Part of his spiel recalls his being taught as a Catholic boy that men had to remove their hats in church to “honor the presence of God.” This made no sense at all to Carlin, who recalls: “They’d already told me that God was everywhere. So I used to wonder, ‘Well, if God was everywhere, why would you even own a hat? Why not show your respect, don’t even buy a hat!’ ” But wait! “Just to confuse things further, they told the women exactly the opposite! Catholic women and girls had to cover their heads when they went into church,” Carlin finishes.
So it turned out that Carlin’s act was strikingly reminiscent of my mother’s stories—although significantly more irreverent and outrageous. It tackled the same issue that captured our imagination in that old family photo. But it didn’t explain why the church would make a rule like this in the first place. I figured this was not exactly one of the great mysteries of faith, so I put on my thinking cap and started Googling.
A short run
I was surprised to find out that the church didn’t issue an edict on head-covering until the 20th century. It wasn’t until 1917 that the very first Code of Canon Law introduced requirements—in the Latin Rite only. Canon 1262 stated that women must wear “chapel veils” or other head coverings. It also prohibited men from wearing hats in church. The rule to be followed during all sacred rites was unambiguous: Women, hats. Men, no hats.
Until it changed.
When the code was revised in 1983, the mandate was not reissued.

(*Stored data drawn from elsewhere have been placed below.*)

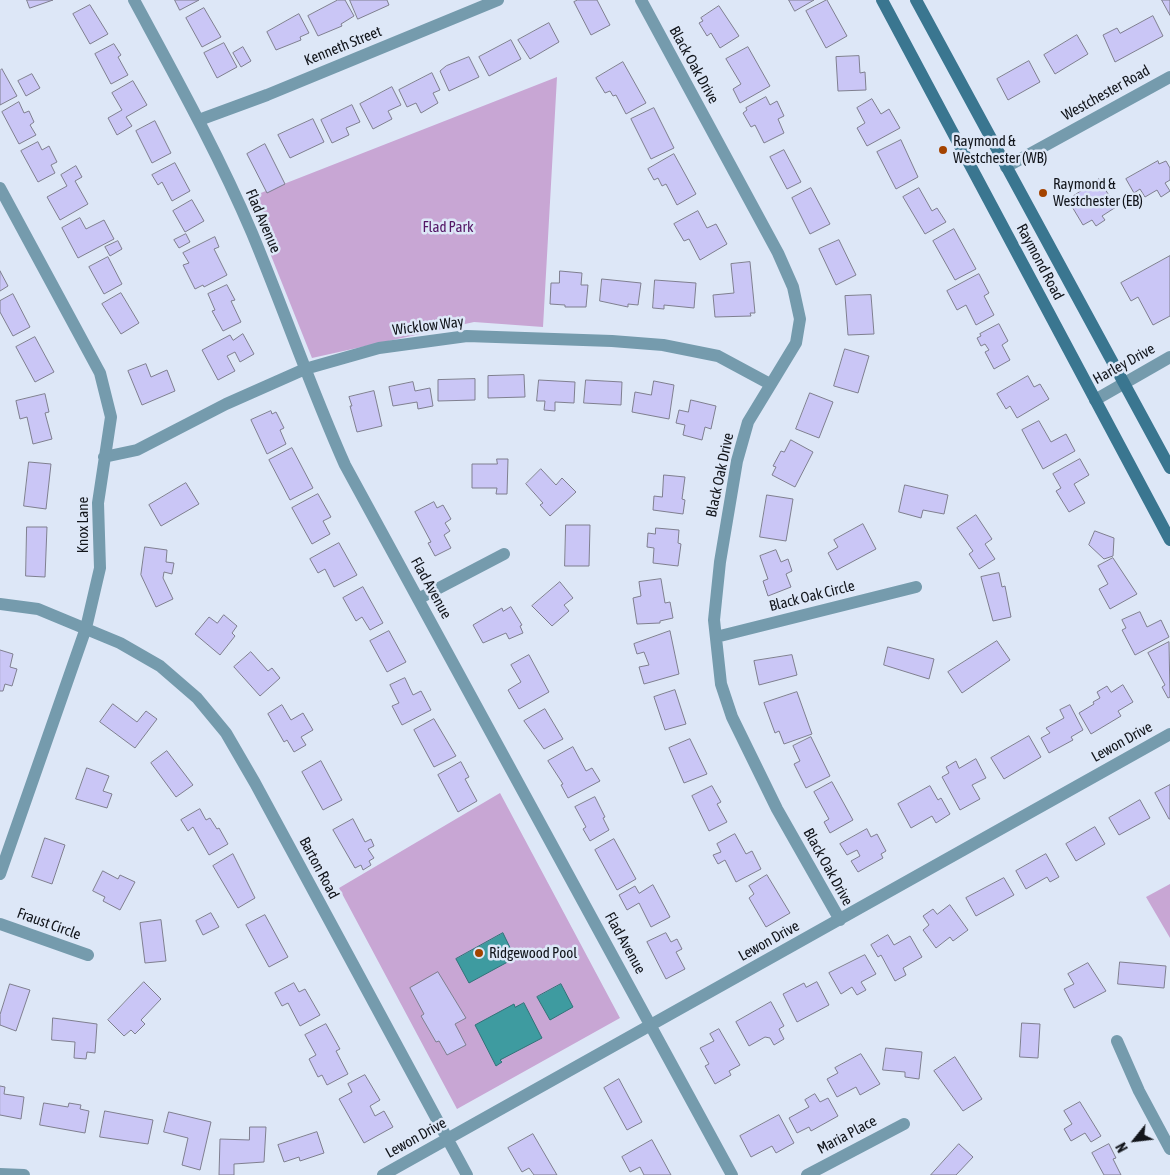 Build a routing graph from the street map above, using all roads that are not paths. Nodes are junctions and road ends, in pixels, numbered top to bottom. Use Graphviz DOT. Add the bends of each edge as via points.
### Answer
graph roads {
  1 [pos="134,0"];
  2 [pos="498,0"];
  3 [pos="641,0"];
  4 [pos="882,0"];
  5 [pos="916,0"];
  6 [pos="1170,77"];
  7 [pos="199,120"];
  8 [pos="1006,167"];
  9 [pos="0,188"];
  10 [pos="1170,358"];
  11 [pos="304,369"];
  12 [pos="1123,383"];
  13 [pos="770,384"];
  14 [pos="1095,400"];
  15 [pos="104,457"];
  16 [pos="1170,468"];
  17 [pos="1170,540"];
  18 [pos="504,554"];
  19 [pos="916,587"];
  20 [pos="418,599"];
  21 [pos="0,604"];
  22 [pos="86,628"];
  23 [pos="716,637"];
  24 [pos="1170,734"];
  25 [pos="0,874"];
  26 [pos="840,920"];
  27 [pos="0,924"];
  28 [pos="88,955"];
  29 [pos="651,1024"];
  30 [pos="1117,1041"];
  31 [pos="904,1124"];
  32 [pos="448,1139"];
  33 [pos="1170,1149"];
  34 [pos="0,1174"];
  35 [pos="24,1175"];
  36 [pos="383,1175"];
  37 [pos="468,1175"];
  38 [pos="732,1175"];
  39 [pos="807,1175"];
  1 -- 7 [label="street, Flad Avenue"];
  2 -- 7 [label="street, Kenneth Street"];
  3 -- 13 [label="street, Black Oak Drive" via="778,253 793,287 800,319 796,343"];
  4 -- 14 [label="main road, Raymond Road"];
  5 -- 8 [label="main road, Raymond Road"];
  6 -- 8 [label="street, Westchester Road"];
  7 -- 11 [label="street, Flad Avenue" via="252,233"];
  8 -- 12 [label="main road, Raymond Road"];
  9 -- 15 [label="street, Knox Lane" via="100,373 111,417"];
  10 -- 12 [label="street, Harley Drive"];
  11 -- 13 [label="street, Wicklow Way" via="379,348 467,336 612,340 663,345 718,356"];
  11 -- 15 [label="street, Wicklow Way" via="226,404 137,450"];
  11 -- 20 [label="street, Flad Avenue" via="345,465"];
  12 -- 14 [label="street, Harley Drive"];
  12 -- 16 [label="main road, Raymond Road"];
  13 -- 23 [label="street, Black Oak Drive" via="748,422 737,461 720,562 714,620"];
  14 -- 17 [label="main road, Raymond Road"];
  15 -- 22 [label="street, Knox Lane" via="98,503 100,568"];
  18 -- 20 [label="street"];
  19 -- 23 [label="street, Black Oak Circle"];
  20 -- 29 [label="street, Flad Avenue"];
  21 -- 22 [label="street, Barton Road" via="38,609"];
  22 -- 25 [label="street, Knox Lane"];
  22 -- 32 [label="street, Barton Road" via="160,666 197,698 226,733"];
  23 -- 26 [label="street, Black Oak Drive" via="721,684 732,717 777,808"];
  24 -- 26 [label="street, Lewon Drive"];
  26 -- 29 [label="street, Lewon Drive"];
  27 -- 28 [label="street, Fraust Circle"];
  29 -- 32 [label="street, Lewon Drive"];
  29 -- 38 [label="street, Flad Avenue"];
  30 -- 33 [label="street"];
  31 -- 39 [label="street, Maria Place"];
  32 -- 36 [label="street, Lewon Drive"];
  32 -- 37 [label="street, Barton Road"];
  34 -- 35 [label="street"];
}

And when Pope John Paul II promulgated the new code, it superseded what was written in 1917. Anything that was in the 1917 law that was not mentioned in the 1983 update—and that includes headwear or lack thereof—was officially “abrogated,” or repealed.
Since then, there has been neither a canonical nor a moral obligation for women—or men—related to the matter. So, cover your head, don’t cover your head, it’s no longer against the law.
Whether it was due to custom, a fascination with Victorian mores, or thinly veiled patriarchy, the fact remains: After centuries of ignoring the matter, the church decided to codify regulations on head coverings in 1917 and to say nothing about them when it changed its own rules in 1983. For 66 years, milliners had a good run.
Of course, after the women’s liberation movement, most women stopped wearing hats to church anyway. The whole idea of covering the head was a sign that had lost its meaning and even taken on a negative connotation in mainstream society. Besides, in 1976, in a document titled Inter Insigniores, the Sacred Congregation for the Doctrine of the Faith had already linked wearing chapel veils with customs that were “scarcely more than disciplinary practices of minor importance” and obligations that “no longer have a normative value.” The 1983 code change just put the nail in the coffin.
So, with the hat rule having gone the way of meatless Fridays, it looks like things also went the way that Carlin would have liked. “Personally,” he said, “I would never want to be a member of any group where you either have to wear a hat or can’t wear a hat. I think all religions should have one rule and one rule only: Hats optional!”
Today, traditional Catholic blogs often advocate for not only a return to the Latin Mass, but pre-Vatican II accoutrements like vintage attire for priests and nuns. Is a push for veils in the pews the next big thing?
I wouldn’t bet on it.
But styles, like history, do tend to repeat themselves. I look at the fedoras in that family photo from over 50 years ago and I think “dopey.” But fast forward to 2016 and I spot contestants on The Voice—and a few kids in my neighborhood—wearing hats just like them. And now it’s just “dope.”
Image: The Baker family in upstate New York circa 1964, wearing vintage Mad Men attire for Easter Sunday Mass. The author is the tall kid at the right.
This article appears in the June 2016 issue of U.S. Catholic (Vol. 81, No. 6, pages 21–23).